#### [What needs to be done]
Which lines below mention "NORTH"? Pick each one out.

#### [Entries shown]
◆ ◆ ◆ ◆ ◆

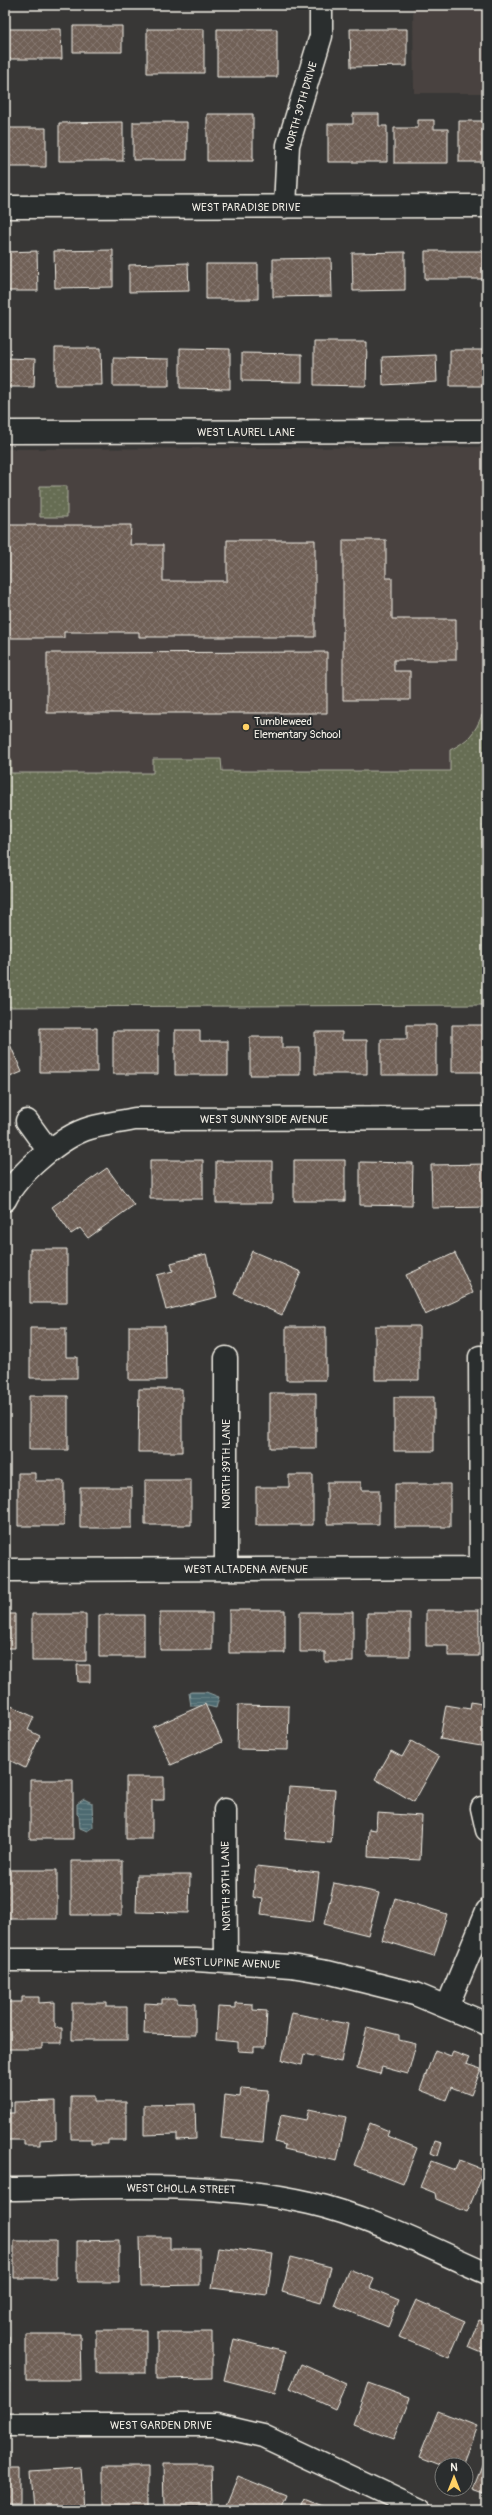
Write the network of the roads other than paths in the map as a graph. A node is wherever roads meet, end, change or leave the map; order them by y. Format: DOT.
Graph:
graph roads {
  1 [pos="321,5"];
  2 [pos="487,206"];
  3 [pos="5,207"];
  4 [pos="285,207"];
  5 [pos="487,431"];
  6 [pos="5,432"];
  7 [pos="487,1118"];
  8 [pos="27,1121"];
  9 [pos="48,1150"];
  10 [pos="5,1200"];
  11 [pos="480,1357"];
  12 [pos="226,1358"];
  13 [pos="484,1568"];
  14 [pos="5,1570"];
  15 [pos="226,1570"];
  16 [pos="482,1808"];
  17 [pos="225,1810"];
  18 [pos="487,1830"];
  19 [pos="487,1911"];
  20 [pos="5,1960"];
  21 [pos="226,1961"];
  22 [pos="447,2007"];
  23 [pos="487,2024"];
  24 [pos="5,2189"];
  25 [pos="487,2273"];
  26 [pos="5,2425"];
  27 [pos="420,2510"];
  1 -- 4 [label="street, NORTH 39TH DRIVE"];
  2 -- 4 [label="street, WEST PARADISE DRIVE"];
  3 -- 4 [label="street, WEST PARADISE DRIVE"];
  5 -- 6 [label="street, WEST LAUREL LANE"];
  7 -- 9 [label="street, WEST SUNNYSIDE AVENUE"];
  8 -- 9 [label="street"];
  9 -- 10 [label="street, WEST SUNNYSIDE AVENUE"];
  11 -- 13 [label="street"];
  12 -- 15 [label="street, NORTH 39TH LANE"];
  13 -- 15 [label="street, WEST ALTADENA AVENUE"];
  14 -- 15 [label="street, WEST ALTADENA AVENUE"];
  16 -- 18 [label="street"];
  17 -- 21 [label="street, NORTH 39TH LANE"];
  19 -- 22 [label="street"];
  20 -- 21 [label="street, WEST LUPINE AVENUE"];
  21 -- 22 [label="street, WEST LUPINE AVENUE"];
  22 -- 23 [label="street, WEST LUPINE AVENUE"];
  24 -- 25 [label="street, WEST CHOLLA STREET"];
  26 -- 27 [label="street, WEST GARDEN DRIVE"];
}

◆ ◆ ◆ ◆ ◆

#### [Result of this exercise]
  1 -- 4 [label="street, NORTH 39TH DRIVE"];
  12 -- 15 [label="street, NORTH 39TH LANE"];
  17 -- 21 [label="street, NORTH 39TH LANE"];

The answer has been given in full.